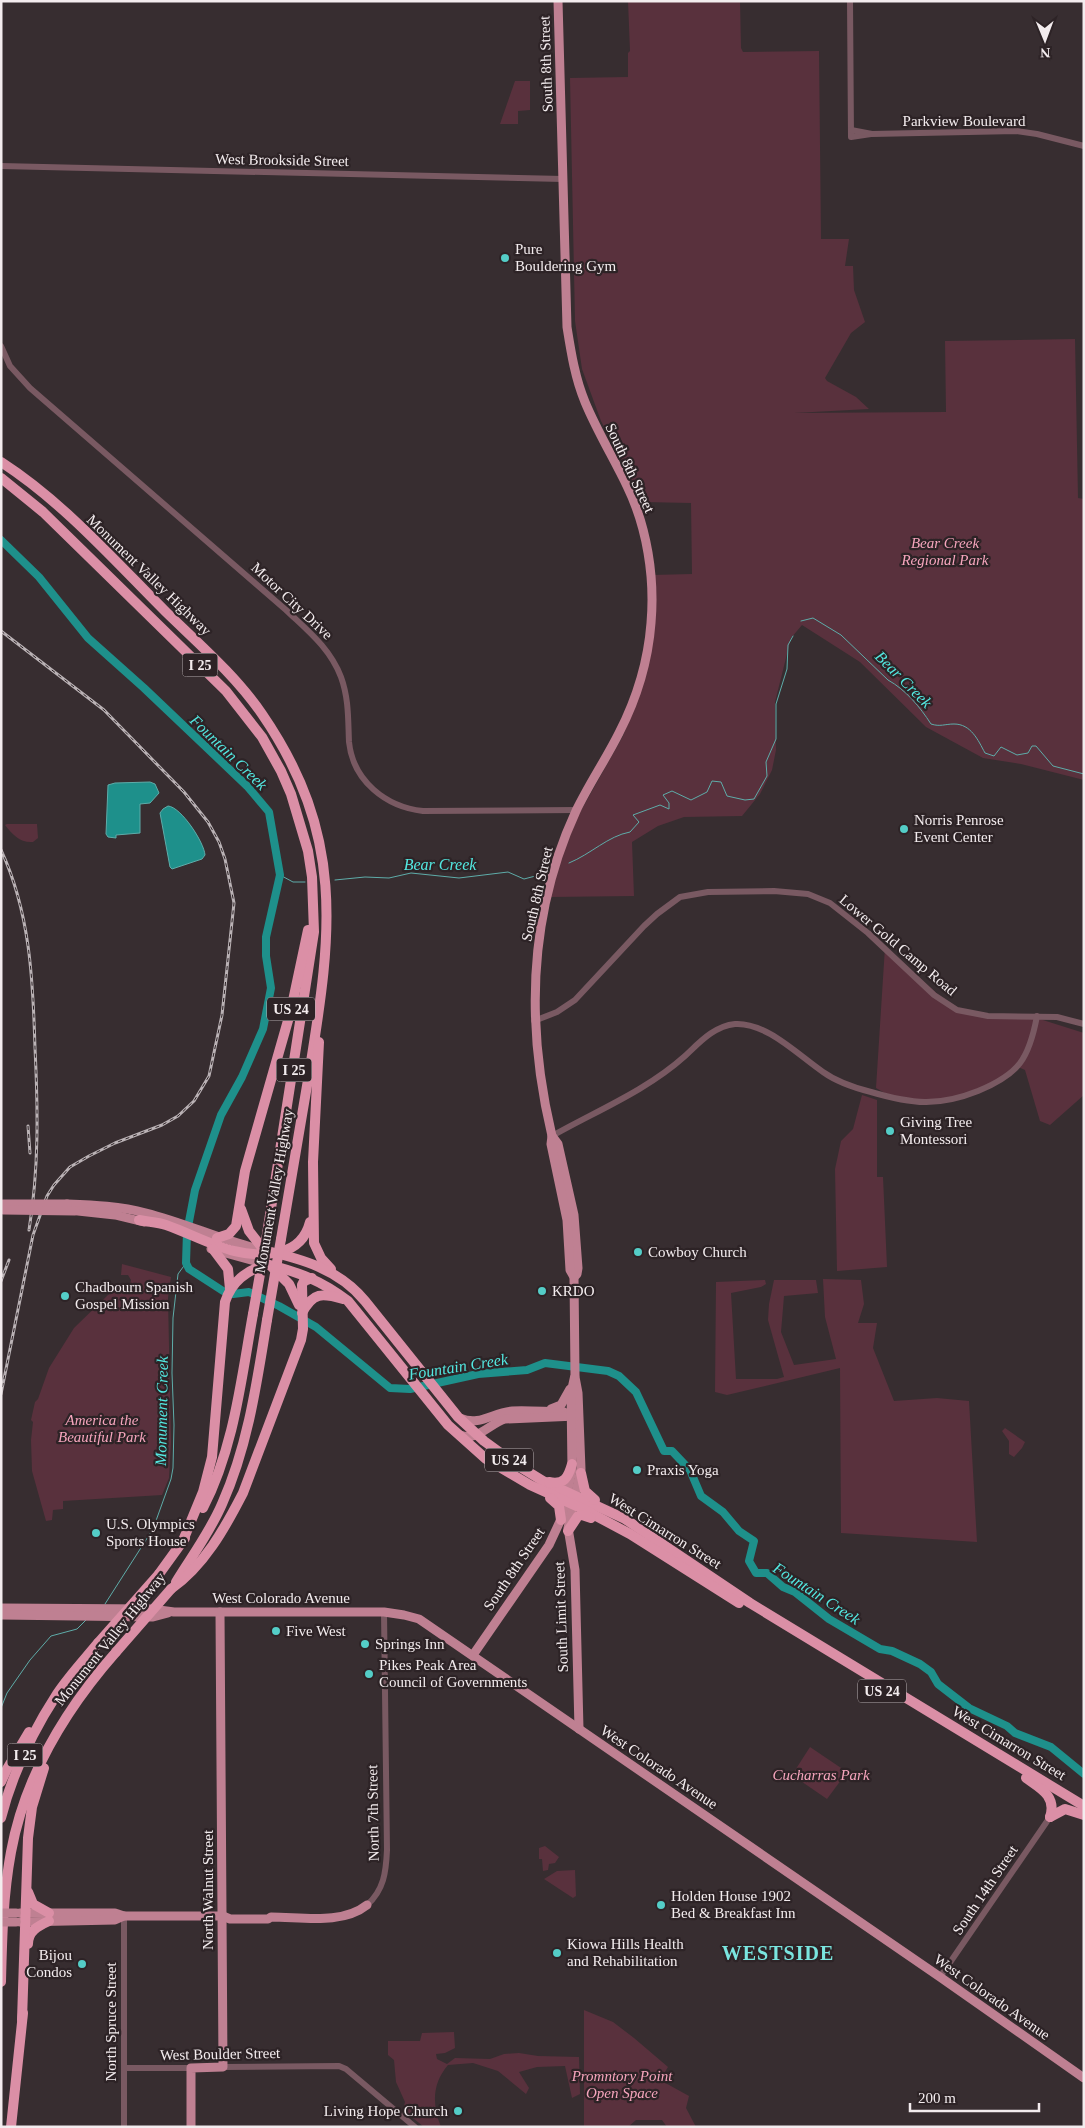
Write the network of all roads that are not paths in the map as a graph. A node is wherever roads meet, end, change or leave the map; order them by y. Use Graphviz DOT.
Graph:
graph roads {
  1 [pos="558,1"];
  2 [pos="850,1"];
  3 [pos="1084,146"];
  4 [pos="1,166"];
  5 [pos="563,179"];
  6 [pos="1,346"];
  7 [pos="1,457"];
  8 [pos="1,462"];
  9 [pos="23,477"];
  10 [pos="1,478"];
  11 [pos="577,810"];
  12 [pos="314,905"];
  13 [pos="321,998"];
  14 [pos="1037,1016"];
  15 [pos="534,1021"];
  16 [pos="1084,1024"];
  17 [pos="552,1136"];
  18 [pos="241,1205"];
  19 [pos="2,1207"];
  20 [pos="312,1208"];
  21 [pos="139,1220"];
  22 [pos="216,1243"];
  23 [pos="270,1259"];
  24 [pos="340,1277"];
  25 [pos="312,1278"];
  26 [pos="234,1279"];
  27 [pos="348,1301"];
  28 [pos="302,1307"];
  29 [pos="575,1375"];
  30 [pos="572,1384"];
  31 [pos="538,1411"];
  32 [pos="574,1415"];
  33 [pos="458,1417"];
  34 [pos="454,1432"];
  35 [pos="477,1435"];
  36 [pos="572,1464"];
  37 [pos="581,1473"];
  38 [pos="543,1481"];
  39 [pos="530,1485"];
  40 [pos="571,1499"];
  41 [pos="621,1517"];
  42 [pos="561,1520"];
  43 [pos="568,1531"];
  44 [pos="641,1531"];
  45 [pos="630,1534"];
  46 [pos="182,1543"];
  47 [pos="171,1589"];
  48 [pos="1,1608"];
  49 [pos="174,1612"];
  50 [pos="220,1612"];
  51 [pos="384,1612"];
  52 [pos="1,1615"];
  53 [pos="473,1655"];
  54 [pos="56,1695"];
  55 [pos="71,1708"];
  56 [pos="579,1729"];
  57 [pos="1025,1777"];
  58 [pos="1,1782"];
  59 [pos="1084,1806"];
  60 [pos="1084,1814"];
  61 [pos="1050,1817"];
  62 [pos="1,1818"];
  63 [pos="26,1882"];
  64 [pos="367,1905"];
  65 [pos="1,1913"];
  66 [pos="124,1916"];
  67 [pos="223,1916"];
  68 [pos="49,1917"];
  69 [pos="20,1918"];
  70 [pos="1,1922"];
  71 [pos="940,1976"];
  72 [pos="1,1982"];
  73 [pos="22,2020"];
  74 [pos="223,2067"];
  75 [pos="124,2068"];
  76 [pos="191,2068"];
  77 [pos="1084,2078"];
  78 [pos="11,2127"];
  79 [pos="124,2127"];
  80 [pos="191,2127"];
  81 [pos="414,2127"];
  1 -- 5 [label="main road, South 8th Street"];
  2 -- 3 [label="street, Parkview Boulevard"];
  4 -- 5 [label="street, West Brookside Street"];
  5 -- 11 [label="main road, South 8th Street"];
  6 -- 11 [label="street, Motor City Drive"];
  7 -- 9 [label="highway"];
  8 -- 9 [label="highway, Monument Valley Highway / I 25"];
  9 -- 13 [label="highway, Monument Valley Highway / I 25"];
  10 -- 12 [label="highway, Monument Valley Highway / I 25"];
  11 -- 15 [label="main road, South 8th Street"];
  12 -- 18 [label="highway, US 24"];
  12 -- 46 [label="highway, Monument Valley Highway / I 25, bridge"];
  13 -- 20 [label="highway, US 24"];
  13 -- 47 [label="highway, Monument Valley Highway / I 25, bridge"];
  14 -- 15 [label="street, Lower Gold Camp Road"];
  14 -- 16 [label="street, Lower Gold Camp Road"];
  14 -- 17 [label="street"];
  15 -- 17 [label="main road, South 8th Street"];
  17 -- 29 [label="main road, South 8th Street"];
  18 -- 22 [label="highway"];
  18 -- 23 [label="highway, US 24"];
  19 -- 21 [label="main road, West Cimarron Street, bridge"];
  19 -- 22 [label="main road, West Cimarron Street, bridge"];
  20 -- 23 [label="highway"];
  20 -- 24 [label="highway, US 24"];
  21 -- 22 [label="highway"];
  22 -- 23 [label="main road, West Cimarron Street"];
  22 -- 23 [label="main road, West Cimarron Street"];
  22 -- 23 [label="highway"];
  22 -- 26 [label="highway"];
  23 -- 24 [label="highway, West Cimarron Street"];
  23 -- 25 [label="highway, West Cimarron Street / US 24"];
  23 -- 26 [label="highway"];
  23 -- 28 [label="highway"];
  24 -- 33 [label="highway, West Cimarron Street / US 24"];
  25 -- 27 [label="highway, West Cimarron Street / US 24"];
  25 -- 28 [label="highway"];
  26 -- 46 [label="highway"];
  27 -- 28 [label="highway"];
  27 -- 34 [label="highway, West Cimarron Street / US 24"];
  28 -- 47 [label="highway"];
  29 -- 30 [label="main road, South 8th Street"];
  29 -- 32 [label="main road, South 8th Street"];
  30 -- 31 [label="main road"];
  30 -- 32 [label="main road, South 8th Street"];
  31 -- 32 [label="main road"];
  31 -- 33 [label="main road"];
  32 -- 35 [label="main road"];
  32 -- 36 [label="main road, South 8th Street"];
  32 -- 37 [label="main road, South 8th Street"];
  33 -- 35 [label="highway, West Cimarron Street / US 24"];
  34 -- 35 [label="main road"];
  34 -- 39 [label="highway, West Cimarron Street / US 24"];
  35 -- 38 [label="highway, West Cimarron Street / US 24"];
  36 -- 38 [label="highway"];
  36 -- 40 [label="main road, South 8th Street"];
  37 -- 40 [label="main road, South 8th Street"];
  37 -- 41 [label="highway"];
  38 -- 40 [label="highway, West Cimarron Street / US 24"];
  39 -- 40 [label="highway, West Cimarron Street / US 24"];
  39 -- 42 [label="highway"];
  40 -- 41 [label="highway, West Cimarron Street / US 24"];
  40 -- 42 [label="main road, South 8th Street"];
  40 -- 43 [label="main road, South Limit Street"];
  40 -- 44 [label="highway"];
  40 -- 45 [label="highway, West Cimarron Street / US 24"];
  41 -- 44 [label="highway, West Cimarron Street / US 24"];
  42 -- 53 [label="main road, South 8th Street"];
  43 -- 45 [label="highway"];
  43 -- 56 [label="main road, South Limit Street"];
  44 -- 59 [label="highway, West Cimarron Street / US 24"];
  45 -- 57 [label="highway, West Cimarron Street / US 24"];
  46 -- 54 [label="highway, Monument Valley Highway / I 25, bridge"];
  47 -- 55 [label="highway, Monument Valley Highway / I 25, bridge"];
  48 -- 49 [label="main road, West Colorado Avenue"];
  49 -- 50 [label="main road, West Colorado Avenue"];
  49 -- 52 [label="main road, West Colorado Avenue"];
  50 -- 51 [label="main road, West Colorado Avenue"];
  50 -- 67 [label="main road, North Walnut Street"];
  51 -- 53 [label="main road, West Colorado Avenue"];
  51 -- 64 [label="street, North 7th Street"];
  53 -- 56 [label="main road, West Colorado Avenue"];
  54 -- 58 [label="highway"];
  54 -- 62 [label="highway, Monument Valley Highway / I 25"];
  55 -- 63 [label="highway"];
  55 -- 72 [label="highway, Monument Valley Highway / I 25"];
  56 -- 71 [label="main road, West Colorado Avenue"];
  57 -- 60 [label="highway, West Cimarron Street / US 24"];
  57 -- 61 [label="highway"];
  60 -- 61 [label="highway"];
  61 -- 71 [label="street, South 14th Street"];
  63 -- 68 [label="highway"];
  63 -- 69 [label="highway"];
  64 -- 67 [label="main road"];
  65 -- 69 [label="main road, bridge"];
  66 -- 67 [label="main road"];
  66 -- 68 [label="main road"];
  66 -- 75 [label="street, North Spruce Street"];
  67 -- 74 [label="main road, North Walnut Street"];
  68 -- 69 [label="main road"];
  68 -- 73 [label="highway"];
  69 -- 70 [label="main road, bridge"];
  69 -- 73 [label="highway"];
  71 -- 77 [label="main road, West Colorado Avenue"];
  73 -- 78 [label="highway"];
  74 -- 76 [label="main road, West Boulder Street"];
  74 -- 81 [label="street, West Boulder Street"];
  75 -- 76 [label="street, West Boulder Street"];
  75 -- 79 [label="street, North Spruce Street"];
  76 -- 80 [label="main road"];
}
══════
What you should do = Check each line of the entries for the string "Camp". Copy the lines that have it.

Task answer =
  14 -- 15 [label="street, Lower Gold Camp Road"];
  14 -- 16 [label="street, Lower Gold Camp Road"];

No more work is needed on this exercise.